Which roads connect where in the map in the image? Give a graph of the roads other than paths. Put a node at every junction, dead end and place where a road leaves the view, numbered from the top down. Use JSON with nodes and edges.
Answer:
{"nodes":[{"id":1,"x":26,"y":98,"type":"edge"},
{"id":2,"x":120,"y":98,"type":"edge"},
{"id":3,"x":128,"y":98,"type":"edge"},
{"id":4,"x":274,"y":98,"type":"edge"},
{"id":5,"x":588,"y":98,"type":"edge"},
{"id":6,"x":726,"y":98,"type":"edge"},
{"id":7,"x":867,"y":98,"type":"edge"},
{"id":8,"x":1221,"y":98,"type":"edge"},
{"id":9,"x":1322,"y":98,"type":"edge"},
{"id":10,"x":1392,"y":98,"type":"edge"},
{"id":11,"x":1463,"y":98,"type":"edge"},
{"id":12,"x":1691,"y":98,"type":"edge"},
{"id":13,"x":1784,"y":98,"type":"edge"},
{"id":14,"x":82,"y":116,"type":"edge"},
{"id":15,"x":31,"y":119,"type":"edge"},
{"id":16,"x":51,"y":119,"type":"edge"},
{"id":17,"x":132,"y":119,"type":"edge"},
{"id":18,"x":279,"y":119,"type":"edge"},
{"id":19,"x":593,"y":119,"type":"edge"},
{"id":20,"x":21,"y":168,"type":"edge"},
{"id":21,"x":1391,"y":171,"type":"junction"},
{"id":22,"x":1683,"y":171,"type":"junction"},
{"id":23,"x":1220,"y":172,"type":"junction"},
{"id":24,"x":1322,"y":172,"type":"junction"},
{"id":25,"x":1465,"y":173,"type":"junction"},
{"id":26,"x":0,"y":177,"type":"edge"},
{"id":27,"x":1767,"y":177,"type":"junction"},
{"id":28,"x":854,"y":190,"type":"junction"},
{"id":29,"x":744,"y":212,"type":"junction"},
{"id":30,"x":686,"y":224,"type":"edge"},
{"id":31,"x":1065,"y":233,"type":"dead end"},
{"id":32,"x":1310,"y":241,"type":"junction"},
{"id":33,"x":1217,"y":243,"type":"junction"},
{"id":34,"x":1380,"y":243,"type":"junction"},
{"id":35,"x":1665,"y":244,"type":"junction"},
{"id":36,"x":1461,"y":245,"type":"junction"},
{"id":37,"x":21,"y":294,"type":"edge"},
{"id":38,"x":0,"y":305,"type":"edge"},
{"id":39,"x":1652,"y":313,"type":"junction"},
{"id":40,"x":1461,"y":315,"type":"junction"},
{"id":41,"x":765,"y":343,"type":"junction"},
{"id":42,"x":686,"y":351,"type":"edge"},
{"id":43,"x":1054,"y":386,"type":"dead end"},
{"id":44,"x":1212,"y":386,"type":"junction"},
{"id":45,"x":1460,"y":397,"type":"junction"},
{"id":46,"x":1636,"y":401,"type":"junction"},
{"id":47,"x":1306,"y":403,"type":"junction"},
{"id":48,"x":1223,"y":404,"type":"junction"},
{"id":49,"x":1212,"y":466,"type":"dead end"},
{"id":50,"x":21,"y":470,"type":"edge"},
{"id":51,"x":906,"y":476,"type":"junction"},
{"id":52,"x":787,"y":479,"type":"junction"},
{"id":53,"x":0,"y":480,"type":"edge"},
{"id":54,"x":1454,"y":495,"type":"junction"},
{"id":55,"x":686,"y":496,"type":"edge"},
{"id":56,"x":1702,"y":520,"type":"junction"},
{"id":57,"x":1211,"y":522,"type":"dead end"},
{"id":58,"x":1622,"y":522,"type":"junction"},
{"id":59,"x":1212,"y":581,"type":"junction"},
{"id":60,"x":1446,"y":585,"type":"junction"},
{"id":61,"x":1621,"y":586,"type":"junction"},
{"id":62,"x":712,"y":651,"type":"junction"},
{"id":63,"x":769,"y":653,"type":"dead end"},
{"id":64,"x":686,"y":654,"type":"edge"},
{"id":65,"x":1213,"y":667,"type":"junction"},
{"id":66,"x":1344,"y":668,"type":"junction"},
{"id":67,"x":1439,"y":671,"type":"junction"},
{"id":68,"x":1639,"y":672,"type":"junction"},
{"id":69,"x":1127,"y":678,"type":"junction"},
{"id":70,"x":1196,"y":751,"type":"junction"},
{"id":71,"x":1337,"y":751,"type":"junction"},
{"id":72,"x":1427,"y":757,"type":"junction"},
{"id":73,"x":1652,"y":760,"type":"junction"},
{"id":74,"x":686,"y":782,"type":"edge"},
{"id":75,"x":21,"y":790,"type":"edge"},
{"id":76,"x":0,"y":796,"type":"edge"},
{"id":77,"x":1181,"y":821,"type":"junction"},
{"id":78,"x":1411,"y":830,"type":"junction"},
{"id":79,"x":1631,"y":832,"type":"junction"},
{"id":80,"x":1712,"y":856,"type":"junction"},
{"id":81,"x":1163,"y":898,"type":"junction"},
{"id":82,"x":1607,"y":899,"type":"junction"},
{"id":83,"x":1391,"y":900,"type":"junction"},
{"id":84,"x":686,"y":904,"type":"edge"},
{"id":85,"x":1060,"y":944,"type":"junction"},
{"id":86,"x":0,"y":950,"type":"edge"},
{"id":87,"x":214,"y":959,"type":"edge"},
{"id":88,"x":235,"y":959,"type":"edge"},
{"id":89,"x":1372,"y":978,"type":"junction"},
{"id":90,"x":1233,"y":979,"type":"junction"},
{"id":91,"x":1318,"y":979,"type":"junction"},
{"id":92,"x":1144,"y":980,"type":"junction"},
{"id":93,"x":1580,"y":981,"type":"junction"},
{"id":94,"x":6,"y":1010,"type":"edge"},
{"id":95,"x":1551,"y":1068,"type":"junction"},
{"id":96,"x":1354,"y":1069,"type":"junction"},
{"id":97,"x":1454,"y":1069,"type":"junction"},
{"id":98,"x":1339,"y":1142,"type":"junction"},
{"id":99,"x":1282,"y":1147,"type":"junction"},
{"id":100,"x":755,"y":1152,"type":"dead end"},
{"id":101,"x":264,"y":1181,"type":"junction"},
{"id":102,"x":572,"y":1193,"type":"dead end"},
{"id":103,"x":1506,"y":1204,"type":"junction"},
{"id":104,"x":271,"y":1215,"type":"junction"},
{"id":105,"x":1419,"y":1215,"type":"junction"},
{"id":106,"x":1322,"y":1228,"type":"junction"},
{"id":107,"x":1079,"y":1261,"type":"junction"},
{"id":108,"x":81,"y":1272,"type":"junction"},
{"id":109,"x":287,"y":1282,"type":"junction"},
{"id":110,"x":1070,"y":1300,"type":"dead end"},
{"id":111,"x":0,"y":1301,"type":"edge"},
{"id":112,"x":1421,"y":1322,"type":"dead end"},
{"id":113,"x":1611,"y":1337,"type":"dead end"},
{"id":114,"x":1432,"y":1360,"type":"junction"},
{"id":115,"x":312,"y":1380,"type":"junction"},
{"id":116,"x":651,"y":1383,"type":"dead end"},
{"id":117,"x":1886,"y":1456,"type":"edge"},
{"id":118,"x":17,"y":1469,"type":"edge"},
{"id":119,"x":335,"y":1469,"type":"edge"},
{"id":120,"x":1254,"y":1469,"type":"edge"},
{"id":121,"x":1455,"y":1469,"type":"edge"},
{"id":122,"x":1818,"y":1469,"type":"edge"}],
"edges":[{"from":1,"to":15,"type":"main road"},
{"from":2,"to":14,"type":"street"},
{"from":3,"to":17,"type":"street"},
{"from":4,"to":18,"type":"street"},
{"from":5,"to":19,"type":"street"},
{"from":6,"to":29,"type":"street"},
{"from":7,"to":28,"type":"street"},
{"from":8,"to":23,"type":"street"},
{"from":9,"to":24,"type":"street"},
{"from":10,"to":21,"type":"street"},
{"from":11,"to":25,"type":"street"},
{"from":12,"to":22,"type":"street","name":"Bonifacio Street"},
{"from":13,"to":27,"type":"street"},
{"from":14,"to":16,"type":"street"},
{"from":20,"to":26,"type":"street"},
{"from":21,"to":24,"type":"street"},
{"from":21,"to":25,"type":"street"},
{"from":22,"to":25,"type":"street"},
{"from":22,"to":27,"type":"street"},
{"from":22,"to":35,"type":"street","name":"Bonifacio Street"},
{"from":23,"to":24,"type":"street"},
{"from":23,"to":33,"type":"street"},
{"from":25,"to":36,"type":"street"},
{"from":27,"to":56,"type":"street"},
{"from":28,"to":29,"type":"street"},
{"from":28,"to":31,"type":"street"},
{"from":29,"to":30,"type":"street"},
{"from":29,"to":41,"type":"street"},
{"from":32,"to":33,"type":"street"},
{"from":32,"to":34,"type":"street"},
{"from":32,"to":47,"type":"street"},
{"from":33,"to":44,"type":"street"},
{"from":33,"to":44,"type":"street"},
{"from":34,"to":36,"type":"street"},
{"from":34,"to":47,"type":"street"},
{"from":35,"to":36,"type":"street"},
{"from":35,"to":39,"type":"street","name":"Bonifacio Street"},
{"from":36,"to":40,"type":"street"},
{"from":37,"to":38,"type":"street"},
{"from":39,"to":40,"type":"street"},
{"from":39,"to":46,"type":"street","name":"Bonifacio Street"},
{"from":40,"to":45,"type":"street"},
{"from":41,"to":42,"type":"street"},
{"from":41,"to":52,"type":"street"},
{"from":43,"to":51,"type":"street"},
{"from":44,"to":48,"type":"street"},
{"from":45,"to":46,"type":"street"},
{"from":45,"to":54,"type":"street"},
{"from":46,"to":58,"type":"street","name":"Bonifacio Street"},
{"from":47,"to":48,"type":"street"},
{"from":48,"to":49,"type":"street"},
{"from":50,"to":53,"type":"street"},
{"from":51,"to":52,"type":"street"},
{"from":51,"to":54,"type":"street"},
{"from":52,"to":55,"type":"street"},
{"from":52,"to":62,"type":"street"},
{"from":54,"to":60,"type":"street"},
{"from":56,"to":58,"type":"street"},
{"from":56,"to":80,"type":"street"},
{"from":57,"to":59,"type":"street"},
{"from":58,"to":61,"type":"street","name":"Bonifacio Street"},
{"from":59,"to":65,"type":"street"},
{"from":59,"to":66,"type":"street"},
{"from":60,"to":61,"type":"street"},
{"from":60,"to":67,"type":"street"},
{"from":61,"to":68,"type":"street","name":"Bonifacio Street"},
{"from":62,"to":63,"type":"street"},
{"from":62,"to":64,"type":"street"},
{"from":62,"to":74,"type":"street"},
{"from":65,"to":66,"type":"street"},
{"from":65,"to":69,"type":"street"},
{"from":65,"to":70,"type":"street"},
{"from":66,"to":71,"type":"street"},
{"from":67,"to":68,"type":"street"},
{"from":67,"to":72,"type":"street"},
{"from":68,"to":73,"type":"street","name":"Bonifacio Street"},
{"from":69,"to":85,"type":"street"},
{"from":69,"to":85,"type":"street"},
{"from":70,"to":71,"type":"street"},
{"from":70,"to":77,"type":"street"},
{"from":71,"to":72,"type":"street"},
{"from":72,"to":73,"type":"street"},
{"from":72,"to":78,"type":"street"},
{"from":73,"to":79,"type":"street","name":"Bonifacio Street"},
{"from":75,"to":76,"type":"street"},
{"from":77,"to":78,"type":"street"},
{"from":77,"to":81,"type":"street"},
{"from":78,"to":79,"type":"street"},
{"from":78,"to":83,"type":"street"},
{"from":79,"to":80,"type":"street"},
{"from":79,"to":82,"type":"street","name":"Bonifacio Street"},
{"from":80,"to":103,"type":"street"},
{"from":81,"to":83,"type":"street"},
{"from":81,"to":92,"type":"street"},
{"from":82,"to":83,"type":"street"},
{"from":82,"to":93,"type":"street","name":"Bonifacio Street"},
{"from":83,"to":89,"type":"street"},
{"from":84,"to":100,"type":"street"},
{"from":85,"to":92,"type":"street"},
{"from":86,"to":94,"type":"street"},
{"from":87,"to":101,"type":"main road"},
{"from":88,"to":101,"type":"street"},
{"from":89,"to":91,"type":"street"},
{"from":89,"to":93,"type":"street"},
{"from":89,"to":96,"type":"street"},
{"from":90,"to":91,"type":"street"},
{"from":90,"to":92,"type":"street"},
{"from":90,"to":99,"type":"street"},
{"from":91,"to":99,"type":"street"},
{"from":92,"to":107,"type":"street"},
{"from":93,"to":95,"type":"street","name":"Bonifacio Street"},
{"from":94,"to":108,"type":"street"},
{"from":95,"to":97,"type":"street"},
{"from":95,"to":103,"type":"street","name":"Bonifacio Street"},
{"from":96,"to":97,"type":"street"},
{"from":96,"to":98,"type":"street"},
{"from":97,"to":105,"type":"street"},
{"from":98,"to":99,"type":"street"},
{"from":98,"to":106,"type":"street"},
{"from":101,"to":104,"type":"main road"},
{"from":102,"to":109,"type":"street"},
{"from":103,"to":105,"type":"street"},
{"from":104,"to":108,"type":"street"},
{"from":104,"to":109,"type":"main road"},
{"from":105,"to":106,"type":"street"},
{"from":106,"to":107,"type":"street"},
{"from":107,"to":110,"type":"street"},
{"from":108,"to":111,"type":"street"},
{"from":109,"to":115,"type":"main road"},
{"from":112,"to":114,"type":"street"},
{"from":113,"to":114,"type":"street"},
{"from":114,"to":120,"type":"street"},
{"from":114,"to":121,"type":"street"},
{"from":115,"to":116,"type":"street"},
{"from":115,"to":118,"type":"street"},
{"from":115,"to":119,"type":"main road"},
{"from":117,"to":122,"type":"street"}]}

• _Exercise requirements_
In the material above, how many lines include the word "edges"? State that number alone.

• _Exercise solution_
2